Un tournant pour l’investissement ?
BlackRock représente 6 000 milliards de dollars d’actifs sous gestion, soit plus de deux fois le PIB de la France. La société est le premier actionnaire d’une société américaine sur cinq. Elle détient des parts de géants tels que Walmart, Chevron, Apple, Exxon… ou encore d’une bonne partie du CAC40. Cette prise de position, venant d'un organisme aussi influent, interpelle donc le monde des investisseurs.

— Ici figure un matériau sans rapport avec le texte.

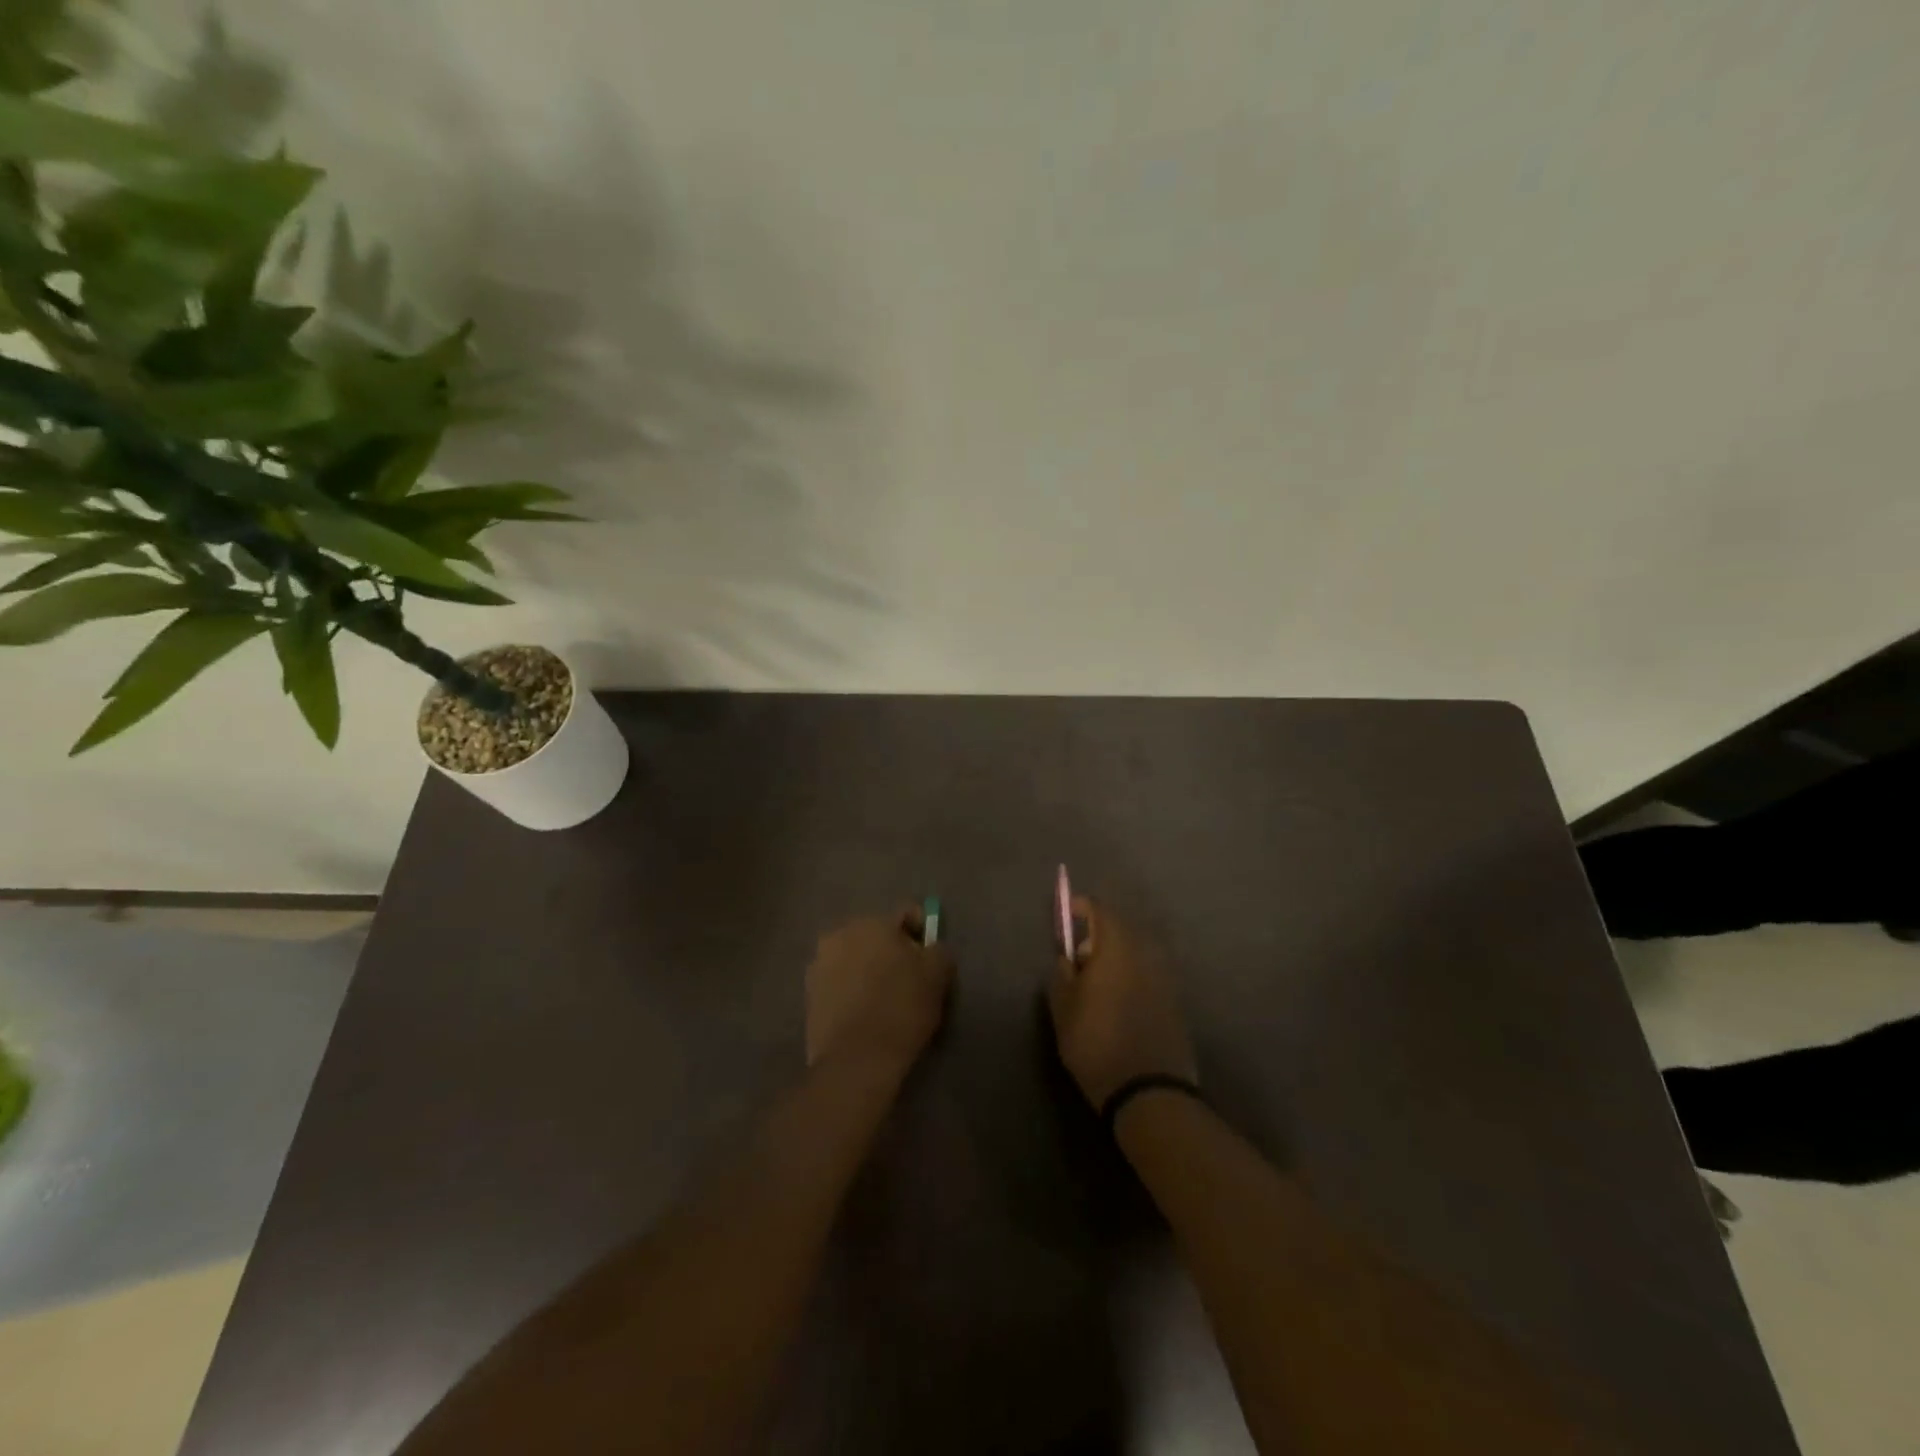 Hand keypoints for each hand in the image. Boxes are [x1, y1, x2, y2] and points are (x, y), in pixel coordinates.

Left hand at [806, 909, 953, 1072]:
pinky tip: (863, 1013)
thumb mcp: (938, 975)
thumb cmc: (901, 1009)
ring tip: (883, 999)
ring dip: (868, 969)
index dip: (922, 932)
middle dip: (891, 950)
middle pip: (876, 935)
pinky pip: (838, 982)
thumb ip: (938, 951)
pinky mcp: (808, 993)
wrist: (856, 1059)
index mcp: (873, 922)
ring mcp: (819, 963)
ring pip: (854, 957)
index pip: (906, 914)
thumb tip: (931, 949)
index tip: (929, 957)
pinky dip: (851, 990)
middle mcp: (840, 934)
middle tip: (908, 979)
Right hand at [1048, 896, 1197, 1108]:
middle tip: (1078, 960)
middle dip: (1098, 936)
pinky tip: (1117, 1003)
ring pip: (1136, 953)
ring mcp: (1165, 977)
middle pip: (1121, 929)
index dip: (1082, 907)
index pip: (1101, 910)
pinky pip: (1147, 974)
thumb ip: (1061, 975)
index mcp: (1117, 948)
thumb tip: (1067, 959)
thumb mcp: (1063, 1009)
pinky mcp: (1175, 1000)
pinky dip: (1131, 977)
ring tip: (1096, 986)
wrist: (1149, 1091)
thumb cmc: (1096, 1044)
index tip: (1067, 914)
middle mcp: (1145, 954)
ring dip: (1116, 958) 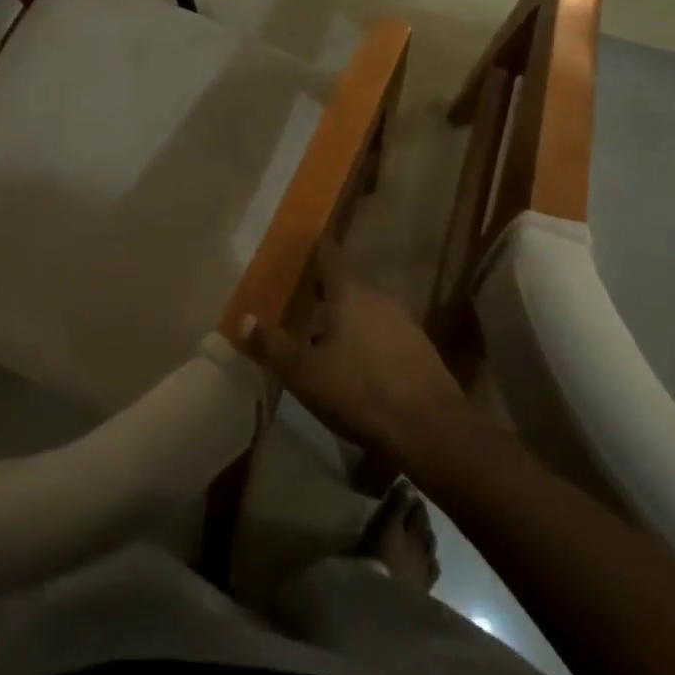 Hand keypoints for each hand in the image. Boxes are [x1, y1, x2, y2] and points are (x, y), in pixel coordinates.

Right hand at [242, 242, 469, 465]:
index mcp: (349, 292)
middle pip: (348, 286)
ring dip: (348, 321)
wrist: (431, 429)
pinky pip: (385, 336)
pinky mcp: (421, 351)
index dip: (317, 249)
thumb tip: (242, 318)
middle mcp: (379, 297)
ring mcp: (404, 323)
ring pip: (368, 312)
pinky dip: (369, 343)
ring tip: (327, 339)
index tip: (306, 245)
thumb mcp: (305, 372)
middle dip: (327, 294)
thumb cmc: (360, 390)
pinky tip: (360, 368)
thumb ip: (272, 345)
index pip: (330, 256)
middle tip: (304, 303) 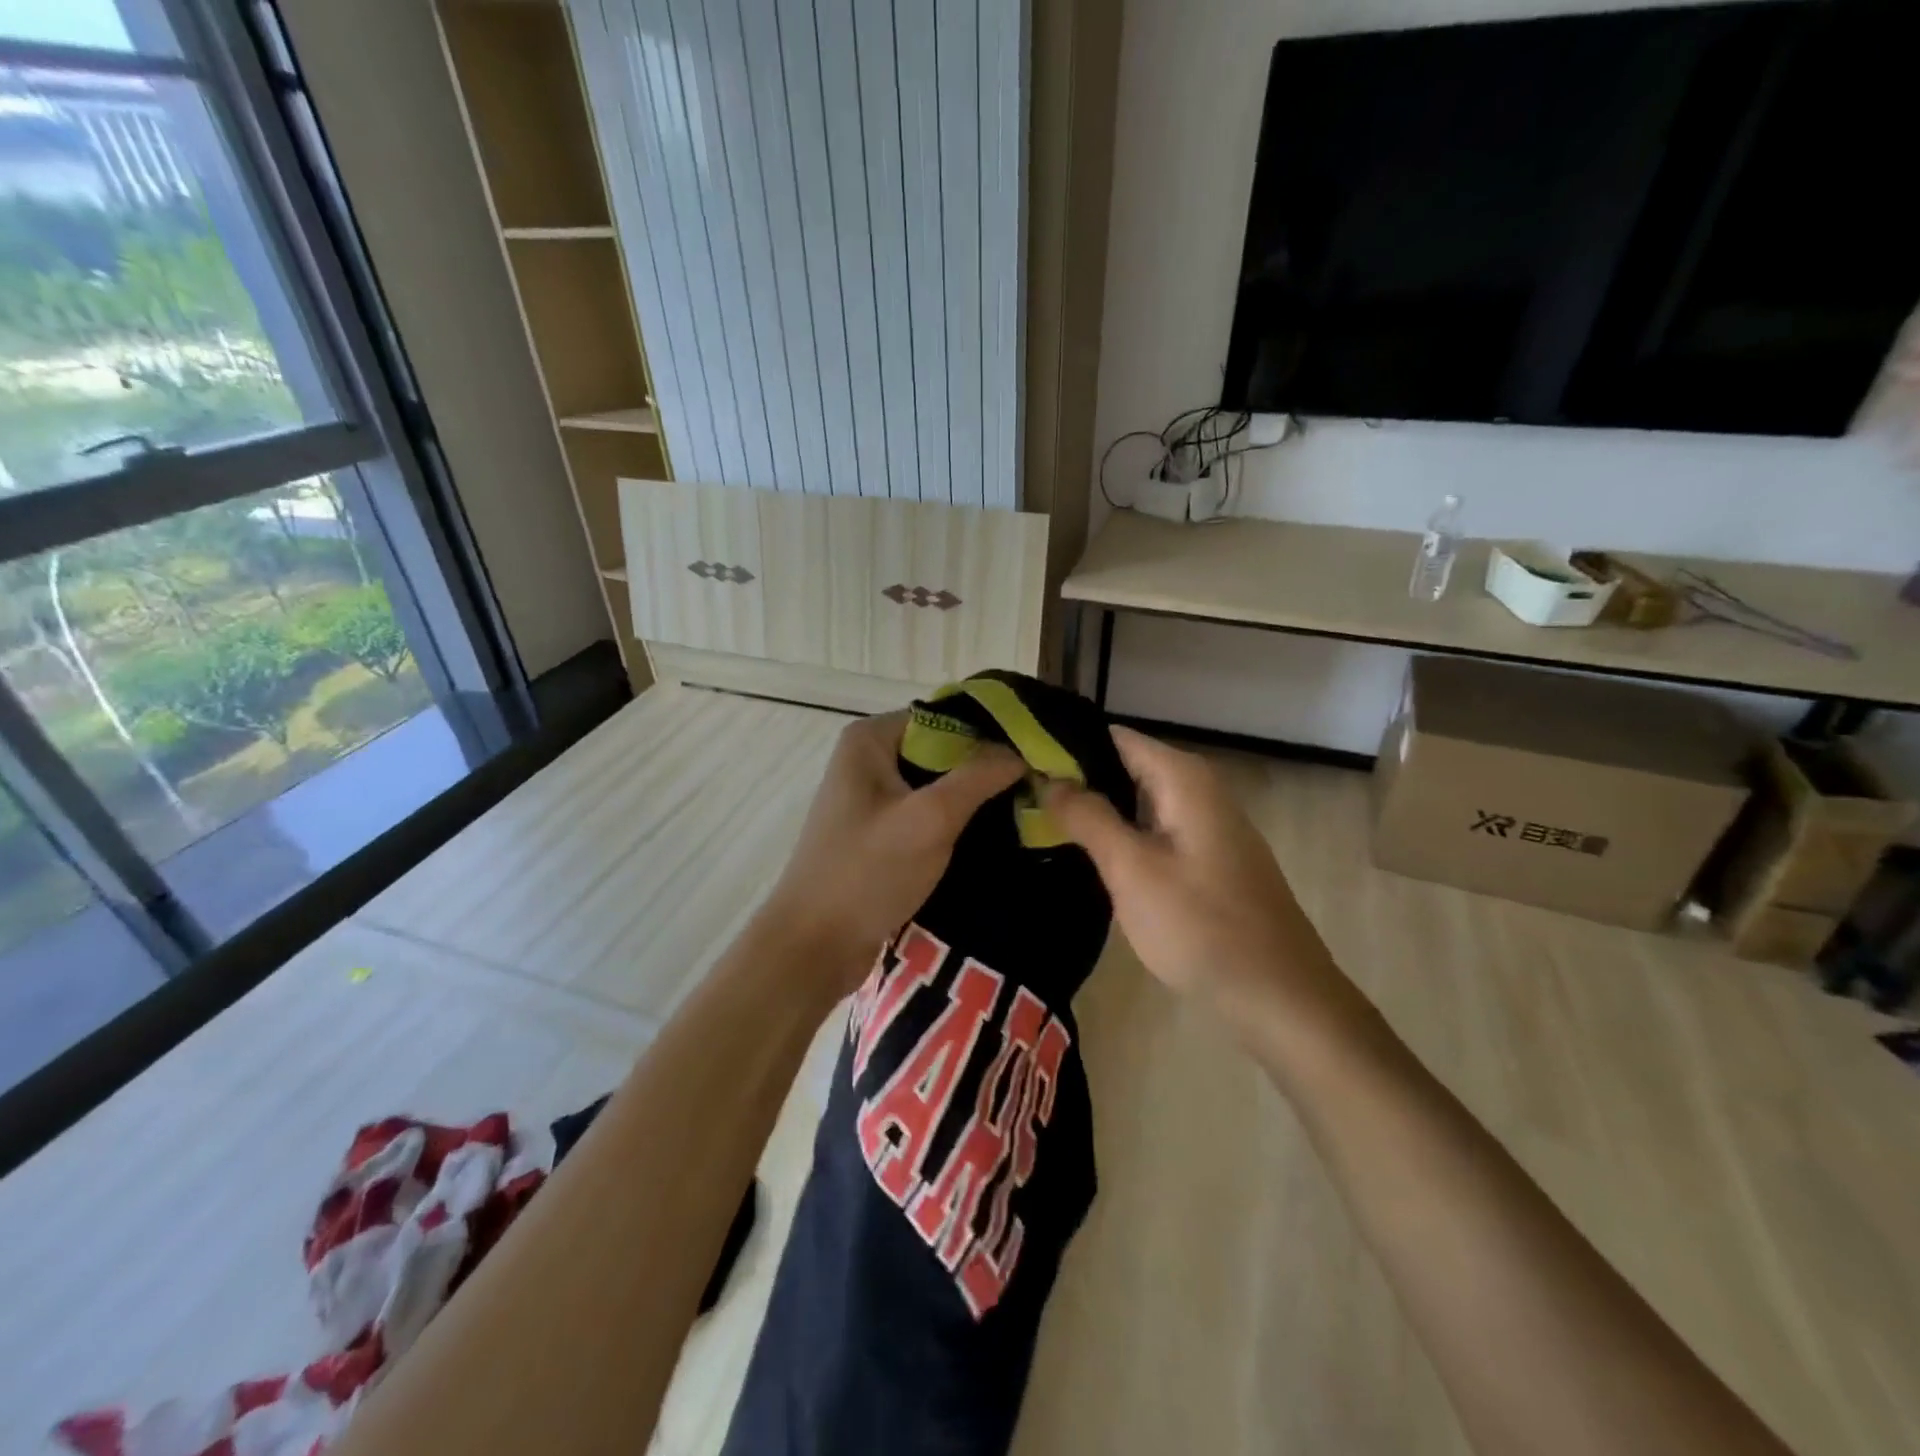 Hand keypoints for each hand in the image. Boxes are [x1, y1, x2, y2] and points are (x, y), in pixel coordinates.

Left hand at [761, 712, 1024, 990]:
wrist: (814, 947)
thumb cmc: (867, 873)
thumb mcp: (929, 820)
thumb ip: (977, 777)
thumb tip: (1022, 751)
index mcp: (870, 739)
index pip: (945, 716)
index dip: (990, 733)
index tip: (1036, 754)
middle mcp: (868, 759)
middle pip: (943, 750)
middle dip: (985, 768)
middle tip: (1037, 786)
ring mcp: (872, 798)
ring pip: (938, 785)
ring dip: (974, 799)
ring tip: (1025, 810)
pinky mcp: (880, 833)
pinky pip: (927, 814)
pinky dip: (956, 822)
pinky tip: (993, 836)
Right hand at [1043, 727, 1361, 1039]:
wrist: (1279, 995)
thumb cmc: (1201, 926)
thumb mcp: (1132, 870)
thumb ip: (1088, 817)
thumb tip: (1049, 779)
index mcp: (1183, 778)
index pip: (1113, 737)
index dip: (1066, 746)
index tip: (1021, 762)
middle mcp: (1198, 788)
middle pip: (1124, 766)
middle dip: (1076, 779)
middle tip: (1020, 795)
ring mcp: (1206, 824)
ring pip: (1137, 800)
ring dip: (1096, 809)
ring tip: (1038, 819)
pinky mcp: (1206, 856)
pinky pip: (1153, 828)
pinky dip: (1120, 833)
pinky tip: (1087, 853) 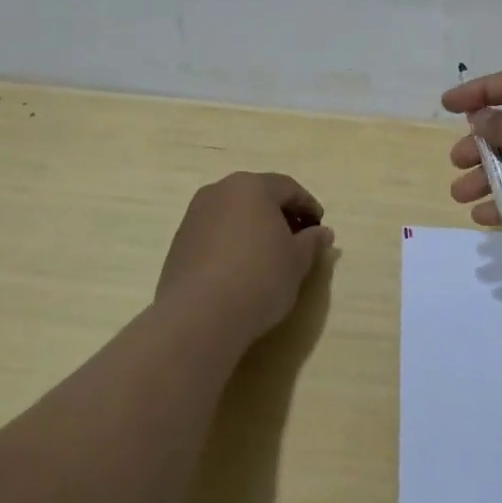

D'autant qu'elle fait écho aux réflexions menées à travers le monde sur la question de l’impact social et le rôle des entreprises. Aux États-Unis, de plus en plus d'entre elles se positionnent sur les questions de société comme les droits LGBT ou ceux des migrants. Et des investisseurs demandent des comptes aux entreprises sur leur politique climatique ou sociétale.
Pour Andrew Ross Sorkin, l'éditorialiste financier du New York Times, il pourrait s’agir d’un "moment décisif pour Wall Street, de ceux qui soulèvent des questions liées à la nature intrinsèque du capitalisme". Et de citer un expert de la Yale School of management, Jeffrey Sonnefeld : "Prendre une telle position sur son portefeuille est énorme pour un investisseur institutionnel" et un signal fort pour les autres grands gestionnaires d’actifs.
La reconnaissance de la performance globale
Ce prisme sociétal n’est pas déconnecté de son intérêt pour la performance financière des entreprises. Selon Larry Fink, "les attentes du grand public à l’égard [des] entreprises n’ont jamais été aussi grandes. La société exige que les entreprises, à la fois publiques et privées, se mettent au service du bien commun". Si une entreprise n’intègre pas ces dimensions elle finira par perdre sa "licence to operate" (son droit d’exercer). Et après avoir sacrifié ses investissements sur l’autel du court terme, elle "distribuera in fine des rendements plus bas aux investisseurs", écrit-il.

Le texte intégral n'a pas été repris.